After a moment’s consideration he said, “Poetic Purple.”

Another miracle.

“Yes! Don’t you just love it?! But, really, don’t you think it’s more of an eggplant?”

While we were at Lowe’s, I couldn’t help but buy a little something. I’m always guilty taking color samples. It feels a bit like stealing. So, by buying something, I am justified in the handfuls of color swatches littering the cart. (A hint for tightwads: they make great homemade playing cards for the kids!)

This time, I bought a couple of storage pieces for the mudroom. They are those pressboard deals you assemble at home. One had cubby-holes I thought would be perfect for the ridiculous amount of children’s shoes strewn around. The other had two small drawers which I thought would be great for the copious numbers of mittens, hats and scarves that are about to emerge from their summer-slumber.

I got the cubby-thing together okay, but a critical piece of the drawer-unit was broken, so after dinner, I took the girls back to Lowe’s to return it.

I had every intention of simply replacing it, but then I saw they were having a sidewalk sale. Fabric deck chairs for 80 percent off! Perfect for next summer (nine months away). I got four. A wrought-iron fireplace screen for 75 percent off. I got one of those.

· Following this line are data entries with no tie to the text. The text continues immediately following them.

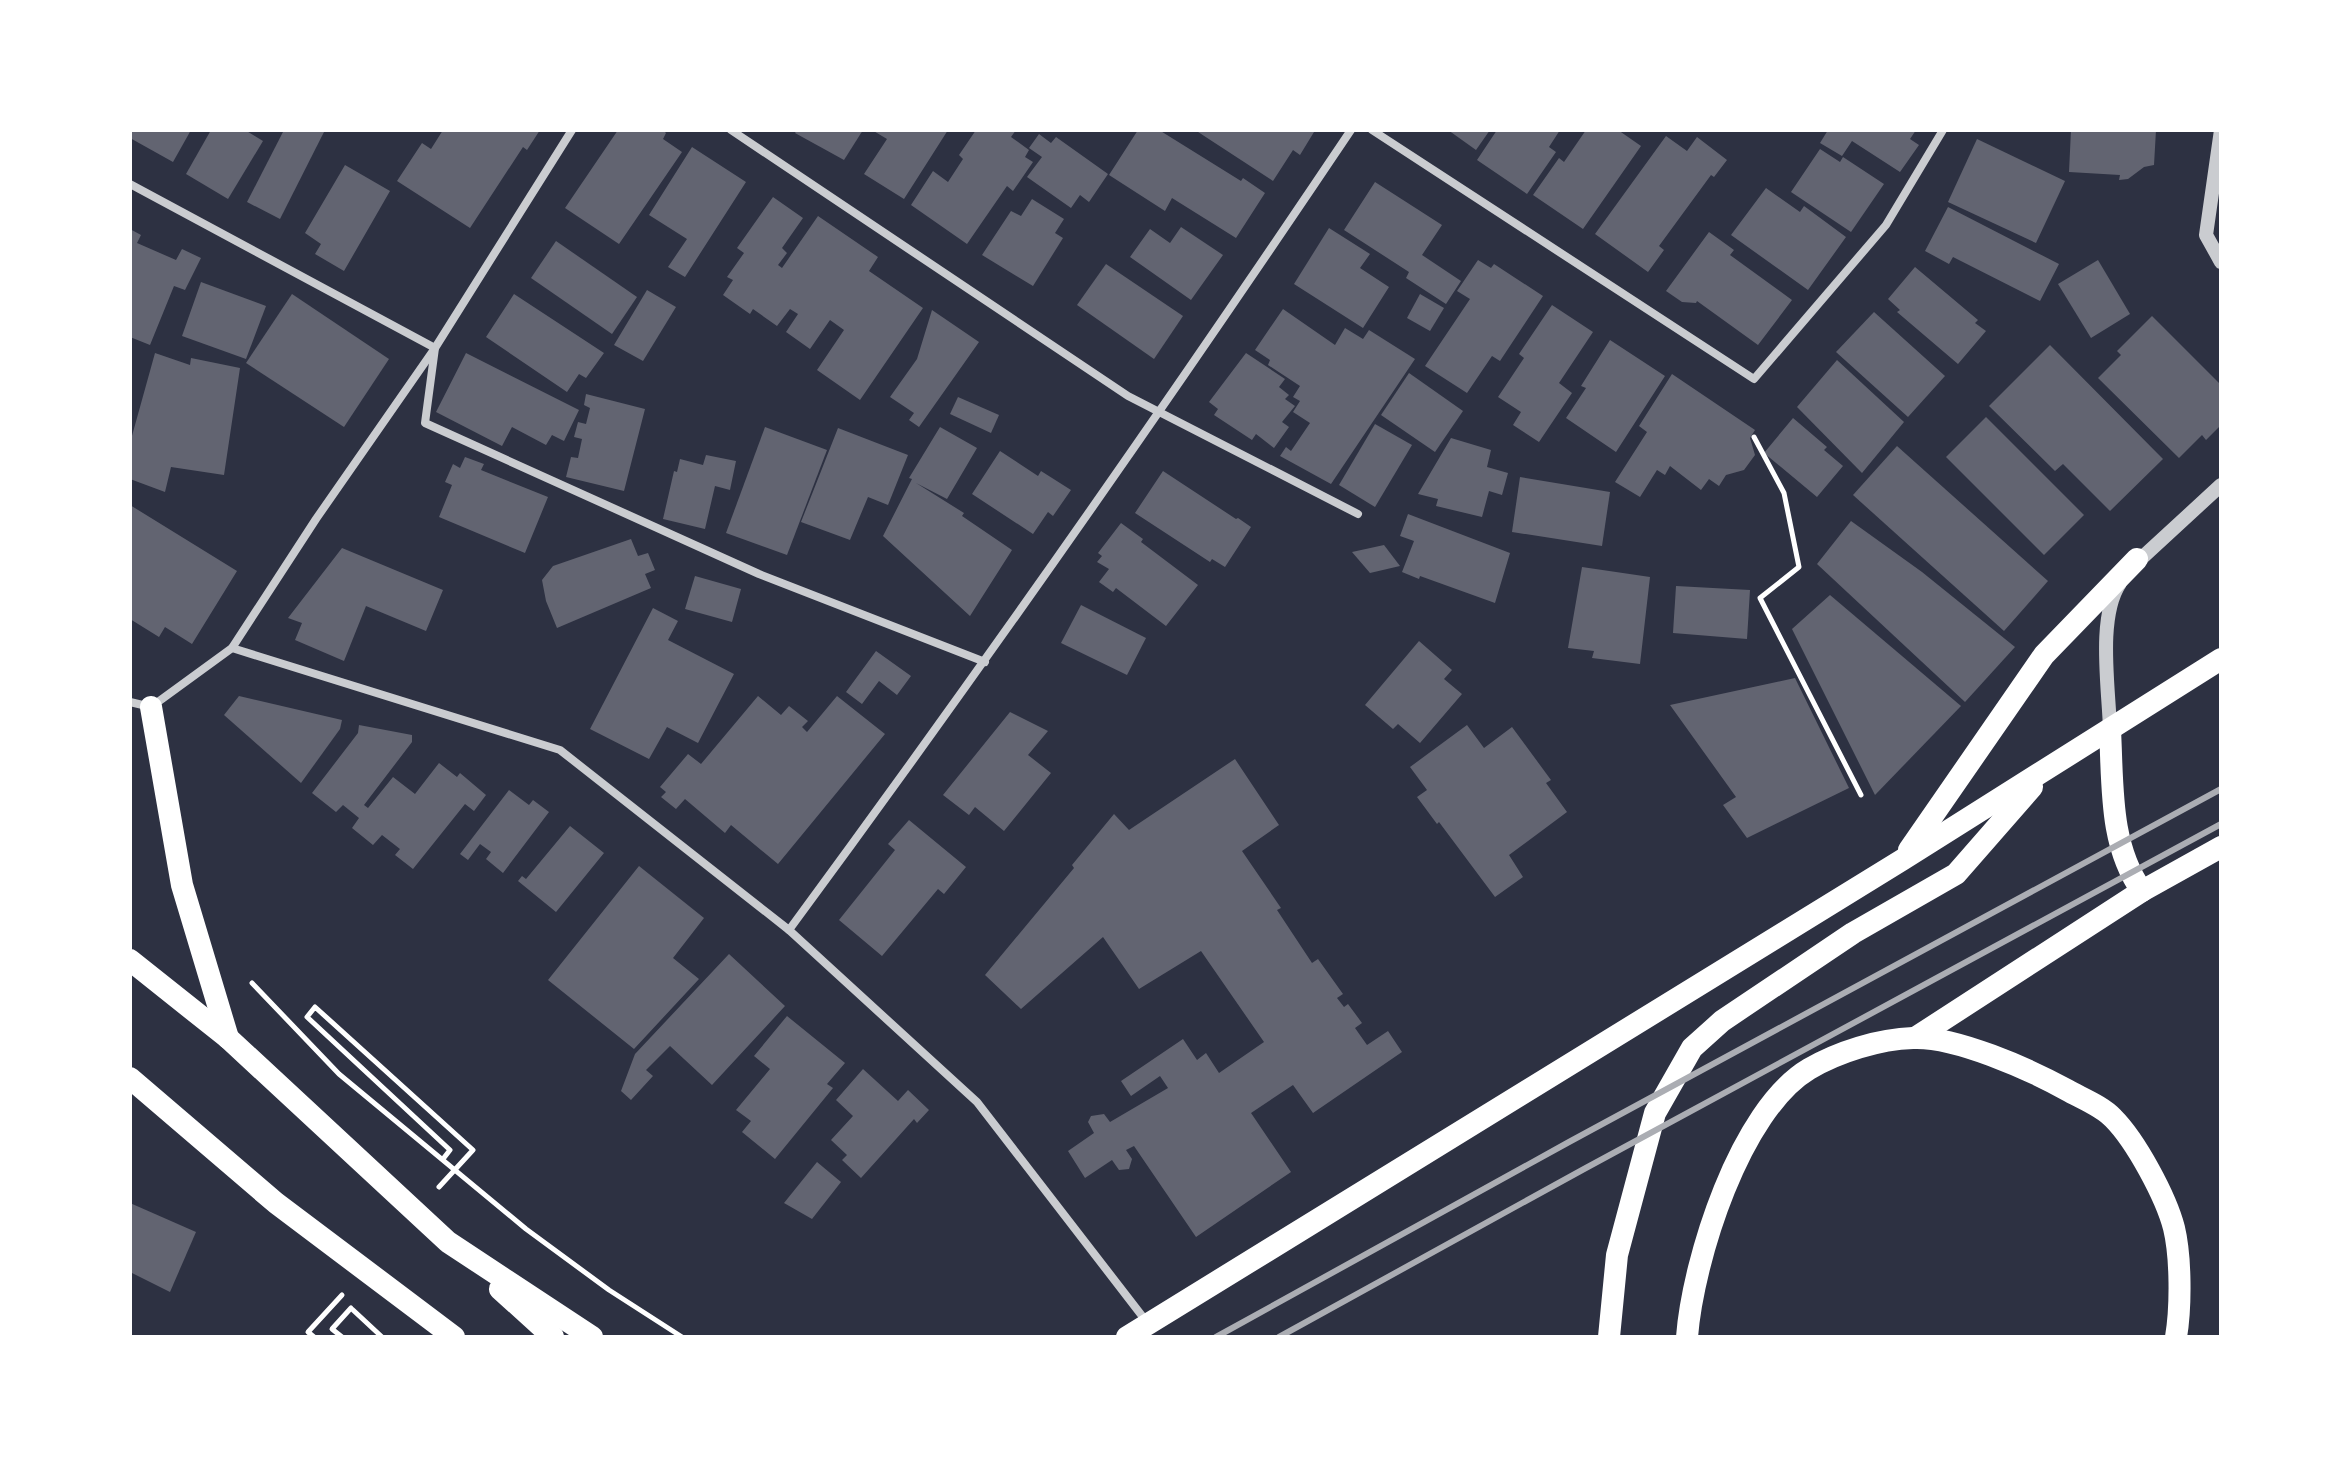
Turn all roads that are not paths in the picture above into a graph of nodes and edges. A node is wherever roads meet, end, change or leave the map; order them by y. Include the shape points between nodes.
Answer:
1 (572, 130) edge
2 (731, 130) edge
3 (1351, 130) edge
4 (1372, 130) edge
5 (1943, 130) edge
6 (2221, 130) edge
7 (130, 184) edge
8 (2221, 262) edge
9 (435, 348) junction
10 (1159, 414) junction
11 (2221, 485) edge
12 (1358, 514) dead end
13 (2137, 559) junction
14 (232, 648) junction
15 (2221, 659) edge
16 (985, 662) junction
17 (140, 704) edge
18 (2110, 730) junction
19 (2049, 768) junction
20 (2221, 847) edge
21 (1902, 860) junction
22 (2142, 891) junction
23 (789, 930) junction
24 (130, 960) edge
25 (228, 1038) junction
26 (1915, 1038) junction
27 (130, 1078) edge
28 (448, 1242) junction
29 (399, 1297) junction
30 (1149, 1325) junction
31 (437, 1337) edge
32 (446, 1337) edge
33 (454, 1337) edge
34 (553, 1337) edge
35 (592, 1337) edge
36 (1127, 1337) edge
37 (1609, 1337) edge
38 (1687, 1337) edge
39 (2176, 1337) edge

1 - 9 street
2 - 10 street
3 - 10 street
4 - 5 street via 1754,379 1886,225
6 - 8 street via 2206,235
7 - 9 street
9 - 14 street
9 - 16 street via 425,423 759,574
10 - 12 street
10 - 16 street
11 - 13 street
13 - 18 street via 2117,587 2110,610
13 - 21 highway via 2044,655
14 - 17 street
14 - 23 street via 560,750
15 - 18 highway
16 - 23 street
17 - 25 highway via 182,885
18 - 19 highway
18 - 22 highway via 2122,851
19 - 21 highway
19 - 37 highway via 1956,874 1853,933 1722,1021 1692,1048 1655,1113 1617,1255
20 - 22 highway
21 - 30 highway
22 - 26 highway
23 - 30 street via 977,1102
24 - 25 highway
25 - 28 highway
26 - 38 highway via 1885,1041 1808,1069 1759,1119 1709,1227
26 - 39 highway via 1996,1058 2044,1077 2111,1115 2133,1142 2174,1229
27 - 29 highway via 276,1203
28 - 34 highway
28 - 35 highway
29 - 31 highway
29 - 32 highway
29 - 33 highway
30 - 36 highway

When Bruce saw me unloading the car he just shook his head. When I told him how inexpensive everything was, he just sighed and put the chairs in the garage to wait, packaged and stacked, until next summer. Then, he went into the familyroom, and removed the playpen from where it blocked the fireplace. Then, he set up the discounted fireplace screen, turned on the fire and the radio, and chilled. And as he lay there I’m sure I know what he was thinking: what a genius his wife is.